The main difficulty during compression is the computation of tree file offsets from node IDs. Note that in the sorted node file a child will always occur before a parent. Therefore, the algorithm operates as follows: first, an empty hash-table that maps node IDs to file offsets is initialized. Next, the sorted node file is scanned sequentially. Finally, for each node:

the offsets of its children are looked up in the hashtable and the corresponding hashtable entries are removed (a node has exactly one parent).
the compressed byte string corresponding to the node is written out in reverse, and the size of the node is added to the running total file size.
an entry mapping the node id to the file size is added to the hashtable. To be precise: the parent of a node can subtract the file size just after a child was written from the current file size to obtain the child's offset.

This yields a a compressed tree file T in reverse byte order. The last step consists of simply reversing the order of the bytes in T, giving the final tree file (with parent nodes always occurring before children).

Notes

The Clark and Munro layout algorithm is invoked only with a limited set of block sizes. The small number chosen (5) results in various internal structures having reasonable power-of-2 sizes, whilst still covering the block sizes that commonly occur in the multi-level memory hierarchies of modern 64-bit x86 systems. The largest block size used is 2 MiB, which corresponds to the size of a large page on x86-64. Using larger sizes seems to be of questionable utility and would increase the memory requirements for the tree generation phase, as nodes can only be written once a block ID for every block size has been assigned.

The code is targeted at 64-bit machines with plenty of virtual address space. For example, huge files are mmapped in read-only mode (with MAP_NORESERVE). If system admins are restricting per-process address space, one may have to run `ulimit -v unlimited` prior to htm_tree_gen.
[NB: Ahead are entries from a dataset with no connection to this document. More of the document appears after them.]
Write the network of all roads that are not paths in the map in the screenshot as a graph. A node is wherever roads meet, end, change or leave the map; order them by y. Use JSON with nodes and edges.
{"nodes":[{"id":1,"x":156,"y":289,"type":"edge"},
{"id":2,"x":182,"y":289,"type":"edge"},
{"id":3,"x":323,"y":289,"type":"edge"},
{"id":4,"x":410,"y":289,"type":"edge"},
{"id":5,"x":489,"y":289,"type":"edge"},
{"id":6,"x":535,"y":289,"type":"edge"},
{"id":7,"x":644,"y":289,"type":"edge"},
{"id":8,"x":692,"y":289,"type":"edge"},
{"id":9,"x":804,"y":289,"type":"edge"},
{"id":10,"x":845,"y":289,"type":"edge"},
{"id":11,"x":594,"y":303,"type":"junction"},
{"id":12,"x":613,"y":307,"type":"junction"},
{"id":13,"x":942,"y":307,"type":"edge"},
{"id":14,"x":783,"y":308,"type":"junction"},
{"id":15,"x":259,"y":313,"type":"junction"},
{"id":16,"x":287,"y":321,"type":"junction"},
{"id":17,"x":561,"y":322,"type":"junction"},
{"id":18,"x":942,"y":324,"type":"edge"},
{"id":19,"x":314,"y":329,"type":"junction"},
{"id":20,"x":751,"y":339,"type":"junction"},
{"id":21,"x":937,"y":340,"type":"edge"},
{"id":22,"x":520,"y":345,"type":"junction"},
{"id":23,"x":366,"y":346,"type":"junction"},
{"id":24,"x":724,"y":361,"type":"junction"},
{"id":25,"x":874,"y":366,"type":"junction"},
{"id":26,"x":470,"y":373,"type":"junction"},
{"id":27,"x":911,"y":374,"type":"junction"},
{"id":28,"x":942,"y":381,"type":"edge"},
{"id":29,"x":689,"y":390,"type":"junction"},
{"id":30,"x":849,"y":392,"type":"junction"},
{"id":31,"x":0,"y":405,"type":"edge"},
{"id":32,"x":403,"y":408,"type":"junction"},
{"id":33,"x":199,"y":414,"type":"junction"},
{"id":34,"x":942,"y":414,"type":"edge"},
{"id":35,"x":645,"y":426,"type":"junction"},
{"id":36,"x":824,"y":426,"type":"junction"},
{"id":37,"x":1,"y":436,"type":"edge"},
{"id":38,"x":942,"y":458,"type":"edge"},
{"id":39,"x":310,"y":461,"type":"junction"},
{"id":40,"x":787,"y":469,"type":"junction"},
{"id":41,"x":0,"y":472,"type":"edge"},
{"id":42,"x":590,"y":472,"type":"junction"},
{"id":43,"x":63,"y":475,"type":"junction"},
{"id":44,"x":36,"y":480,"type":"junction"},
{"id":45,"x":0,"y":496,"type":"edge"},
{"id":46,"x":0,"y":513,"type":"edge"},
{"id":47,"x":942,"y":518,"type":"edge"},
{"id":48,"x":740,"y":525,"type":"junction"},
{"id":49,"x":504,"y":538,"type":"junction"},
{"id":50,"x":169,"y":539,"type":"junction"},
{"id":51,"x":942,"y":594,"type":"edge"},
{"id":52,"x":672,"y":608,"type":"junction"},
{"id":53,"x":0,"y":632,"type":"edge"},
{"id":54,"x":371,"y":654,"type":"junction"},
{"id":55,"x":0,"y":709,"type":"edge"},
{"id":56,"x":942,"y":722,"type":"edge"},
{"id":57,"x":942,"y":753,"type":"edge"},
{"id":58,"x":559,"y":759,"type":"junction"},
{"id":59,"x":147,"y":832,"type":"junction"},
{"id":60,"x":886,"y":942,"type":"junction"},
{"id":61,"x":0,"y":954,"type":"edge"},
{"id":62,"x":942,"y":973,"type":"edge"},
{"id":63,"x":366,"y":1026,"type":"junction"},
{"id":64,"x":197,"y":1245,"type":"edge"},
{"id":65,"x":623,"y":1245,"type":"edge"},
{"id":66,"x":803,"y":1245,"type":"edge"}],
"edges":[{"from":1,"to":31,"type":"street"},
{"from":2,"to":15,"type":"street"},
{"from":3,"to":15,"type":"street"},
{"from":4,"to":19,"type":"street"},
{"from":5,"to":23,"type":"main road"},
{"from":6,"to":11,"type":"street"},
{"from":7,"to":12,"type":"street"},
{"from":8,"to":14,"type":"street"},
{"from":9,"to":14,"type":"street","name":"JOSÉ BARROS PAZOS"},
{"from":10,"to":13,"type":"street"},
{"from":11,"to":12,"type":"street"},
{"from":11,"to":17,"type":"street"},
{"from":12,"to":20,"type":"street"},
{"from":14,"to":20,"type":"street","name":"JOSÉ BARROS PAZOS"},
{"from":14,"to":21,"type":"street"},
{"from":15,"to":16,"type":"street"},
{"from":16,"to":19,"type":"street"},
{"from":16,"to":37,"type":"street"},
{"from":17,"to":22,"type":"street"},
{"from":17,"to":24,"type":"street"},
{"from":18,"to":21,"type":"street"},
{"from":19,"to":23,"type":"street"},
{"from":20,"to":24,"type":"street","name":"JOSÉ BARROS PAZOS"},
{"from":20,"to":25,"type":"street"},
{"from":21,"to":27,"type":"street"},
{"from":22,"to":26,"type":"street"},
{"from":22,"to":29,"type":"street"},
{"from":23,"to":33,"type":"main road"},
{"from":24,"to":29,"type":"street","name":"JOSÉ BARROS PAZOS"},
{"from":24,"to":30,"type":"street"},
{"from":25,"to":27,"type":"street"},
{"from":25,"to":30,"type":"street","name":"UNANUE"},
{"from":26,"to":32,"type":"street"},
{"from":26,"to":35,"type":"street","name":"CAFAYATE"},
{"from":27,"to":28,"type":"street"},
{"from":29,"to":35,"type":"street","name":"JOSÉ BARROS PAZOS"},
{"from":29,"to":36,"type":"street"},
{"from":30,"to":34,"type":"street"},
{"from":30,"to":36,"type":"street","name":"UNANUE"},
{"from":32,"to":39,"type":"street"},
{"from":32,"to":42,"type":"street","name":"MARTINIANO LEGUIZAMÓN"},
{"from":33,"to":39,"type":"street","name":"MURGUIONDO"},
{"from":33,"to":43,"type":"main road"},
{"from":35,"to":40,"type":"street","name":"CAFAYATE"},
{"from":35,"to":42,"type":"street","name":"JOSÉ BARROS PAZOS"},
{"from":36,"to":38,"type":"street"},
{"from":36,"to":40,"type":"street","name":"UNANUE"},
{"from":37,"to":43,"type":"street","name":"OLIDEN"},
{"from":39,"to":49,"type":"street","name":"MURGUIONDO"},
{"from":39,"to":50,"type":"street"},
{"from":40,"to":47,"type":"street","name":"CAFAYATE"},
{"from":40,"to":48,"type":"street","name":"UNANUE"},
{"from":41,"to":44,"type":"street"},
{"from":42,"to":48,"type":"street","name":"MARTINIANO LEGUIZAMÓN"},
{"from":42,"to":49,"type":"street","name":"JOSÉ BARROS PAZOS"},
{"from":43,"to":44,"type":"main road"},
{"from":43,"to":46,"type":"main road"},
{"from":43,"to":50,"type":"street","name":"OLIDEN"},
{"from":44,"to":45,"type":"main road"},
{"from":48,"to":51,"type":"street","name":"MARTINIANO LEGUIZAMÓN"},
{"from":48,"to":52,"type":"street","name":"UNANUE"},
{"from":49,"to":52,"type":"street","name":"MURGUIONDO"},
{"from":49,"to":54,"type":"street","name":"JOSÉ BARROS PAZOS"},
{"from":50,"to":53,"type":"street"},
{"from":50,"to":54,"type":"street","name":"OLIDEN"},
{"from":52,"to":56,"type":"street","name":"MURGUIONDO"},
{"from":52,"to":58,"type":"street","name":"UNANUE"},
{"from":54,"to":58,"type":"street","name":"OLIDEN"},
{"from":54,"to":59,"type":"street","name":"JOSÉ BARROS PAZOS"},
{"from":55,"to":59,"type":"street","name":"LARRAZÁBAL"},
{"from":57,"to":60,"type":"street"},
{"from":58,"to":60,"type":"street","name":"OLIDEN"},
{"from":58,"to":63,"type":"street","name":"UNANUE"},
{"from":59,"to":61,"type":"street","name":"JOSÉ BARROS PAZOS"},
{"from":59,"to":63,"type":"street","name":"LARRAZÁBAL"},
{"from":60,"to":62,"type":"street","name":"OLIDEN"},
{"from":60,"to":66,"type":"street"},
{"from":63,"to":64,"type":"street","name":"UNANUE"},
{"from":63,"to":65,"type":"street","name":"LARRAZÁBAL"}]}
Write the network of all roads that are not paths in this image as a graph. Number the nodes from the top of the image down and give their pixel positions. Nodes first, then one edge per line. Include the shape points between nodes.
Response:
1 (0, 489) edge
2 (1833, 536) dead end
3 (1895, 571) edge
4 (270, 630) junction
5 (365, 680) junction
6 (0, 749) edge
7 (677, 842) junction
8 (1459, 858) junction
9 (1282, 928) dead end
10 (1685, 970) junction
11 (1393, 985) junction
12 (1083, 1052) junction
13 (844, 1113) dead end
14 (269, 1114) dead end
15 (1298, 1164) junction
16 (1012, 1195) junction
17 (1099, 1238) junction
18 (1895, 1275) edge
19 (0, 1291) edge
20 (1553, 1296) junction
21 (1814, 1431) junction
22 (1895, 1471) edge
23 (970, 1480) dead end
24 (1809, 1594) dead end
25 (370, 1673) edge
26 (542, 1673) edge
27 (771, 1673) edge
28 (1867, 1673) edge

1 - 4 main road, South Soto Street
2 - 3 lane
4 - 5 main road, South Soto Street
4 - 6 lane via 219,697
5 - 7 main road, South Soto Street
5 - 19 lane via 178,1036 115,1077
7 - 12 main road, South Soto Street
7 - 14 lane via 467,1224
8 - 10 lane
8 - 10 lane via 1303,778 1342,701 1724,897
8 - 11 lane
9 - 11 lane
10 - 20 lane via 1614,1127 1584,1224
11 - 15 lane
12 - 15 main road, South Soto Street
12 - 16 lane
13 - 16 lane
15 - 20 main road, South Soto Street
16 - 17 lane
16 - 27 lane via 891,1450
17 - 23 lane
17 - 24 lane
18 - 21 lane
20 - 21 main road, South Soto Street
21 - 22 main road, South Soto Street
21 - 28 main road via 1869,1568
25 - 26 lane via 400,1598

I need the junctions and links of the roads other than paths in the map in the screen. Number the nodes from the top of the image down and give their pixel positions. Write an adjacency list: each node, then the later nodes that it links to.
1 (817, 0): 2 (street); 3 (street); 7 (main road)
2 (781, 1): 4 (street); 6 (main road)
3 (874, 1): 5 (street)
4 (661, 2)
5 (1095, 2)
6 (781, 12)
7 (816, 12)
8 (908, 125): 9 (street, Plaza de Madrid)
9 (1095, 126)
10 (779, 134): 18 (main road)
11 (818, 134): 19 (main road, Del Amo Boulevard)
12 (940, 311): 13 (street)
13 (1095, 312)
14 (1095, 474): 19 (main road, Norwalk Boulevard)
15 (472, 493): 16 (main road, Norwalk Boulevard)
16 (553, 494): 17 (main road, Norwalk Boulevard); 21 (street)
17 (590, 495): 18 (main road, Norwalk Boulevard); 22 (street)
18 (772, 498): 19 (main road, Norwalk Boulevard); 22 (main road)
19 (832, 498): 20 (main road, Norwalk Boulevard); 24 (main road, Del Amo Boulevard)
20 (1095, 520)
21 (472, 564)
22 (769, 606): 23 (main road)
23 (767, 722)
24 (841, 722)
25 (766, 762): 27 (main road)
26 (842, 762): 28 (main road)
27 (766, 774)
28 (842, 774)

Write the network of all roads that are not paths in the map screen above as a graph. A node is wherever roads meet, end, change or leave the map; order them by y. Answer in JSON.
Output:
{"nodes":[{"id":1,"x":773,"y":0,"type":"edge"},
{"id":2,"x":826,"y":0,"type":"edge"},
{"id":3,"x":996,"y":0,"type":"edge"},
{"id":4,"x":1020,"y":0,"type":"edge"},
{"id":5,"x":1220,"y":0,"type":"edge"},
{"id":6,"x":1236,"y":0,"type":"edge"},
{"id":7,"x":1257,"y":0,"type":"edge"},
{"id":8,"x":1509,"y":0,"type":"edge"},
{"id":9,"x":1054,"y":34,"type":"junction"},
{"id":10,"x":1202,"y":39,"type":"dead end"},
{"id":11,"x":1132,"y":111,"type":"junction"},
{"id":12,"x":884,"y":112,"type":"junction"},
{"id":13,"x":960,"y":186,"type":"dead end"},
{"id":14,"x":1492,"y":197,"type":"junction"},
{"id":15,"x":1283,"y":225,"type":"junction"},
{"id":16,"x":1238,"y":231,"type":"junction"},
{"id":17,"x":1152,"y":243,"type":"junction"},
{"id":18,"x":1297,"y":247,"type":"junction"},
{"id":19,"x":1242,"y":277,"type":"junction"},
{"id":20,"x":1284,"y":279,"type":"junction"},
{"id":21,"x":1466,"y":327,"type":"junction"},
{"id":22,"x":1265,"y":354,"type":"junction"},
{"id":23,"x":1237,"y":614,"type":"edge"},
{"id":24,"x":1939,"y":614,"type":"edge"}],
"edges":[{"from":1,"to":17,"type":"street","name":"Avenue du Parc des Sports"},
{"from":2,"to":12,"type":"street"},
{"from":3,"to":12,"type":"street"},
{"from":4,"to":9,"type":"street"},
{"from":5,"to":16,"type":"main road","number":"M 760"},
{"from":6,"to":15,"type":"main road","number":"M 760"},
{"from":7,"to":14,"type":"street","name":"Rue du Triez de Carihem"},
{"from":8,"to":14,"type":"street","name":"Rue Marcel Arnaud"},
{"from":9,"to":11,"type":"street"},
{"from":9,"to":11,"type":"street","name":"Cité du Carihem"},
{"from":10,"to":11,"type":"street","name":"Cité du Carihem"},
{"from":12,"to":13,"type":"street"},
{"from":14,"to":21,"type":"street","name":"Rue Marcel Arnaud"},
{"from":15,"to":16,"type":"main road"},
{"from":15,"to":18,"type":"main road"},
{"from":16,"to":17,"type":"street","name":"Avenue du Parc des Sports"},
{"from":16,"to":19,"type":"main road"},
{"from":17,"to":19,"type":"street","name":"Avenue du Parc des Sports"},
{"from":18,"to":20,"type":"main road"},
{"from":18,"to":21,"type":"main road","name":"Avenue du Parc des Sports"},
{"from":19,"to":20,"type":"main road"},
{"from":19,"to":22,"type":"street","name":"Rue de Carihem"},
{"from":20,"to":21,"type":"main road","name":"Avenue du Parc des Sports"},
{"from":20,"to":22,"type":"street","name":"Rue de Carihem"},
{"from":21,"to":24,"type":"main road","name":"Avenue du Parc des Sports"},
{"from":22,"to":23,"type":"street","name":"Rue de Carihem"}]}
The largest table that will have to be dealt with in the near future will contain around 10 billion points; at 32 bytes per record, this will involve asking for 320GB of address space. Should this be problematic, fancier IO strategies may have to be employed. Note however that e.g. RHEL 6 (and other recent x86-64 Linux distros) have a per process virtual address space limit of 128TB, and that in any case, practical tree generation at larger scales will require parallelization, possibly even across machines.

While such parallelization is conceptually straightforward, even for tree generation/compression, it adds very significant implementation complexity, and so the code is mostly serial for now.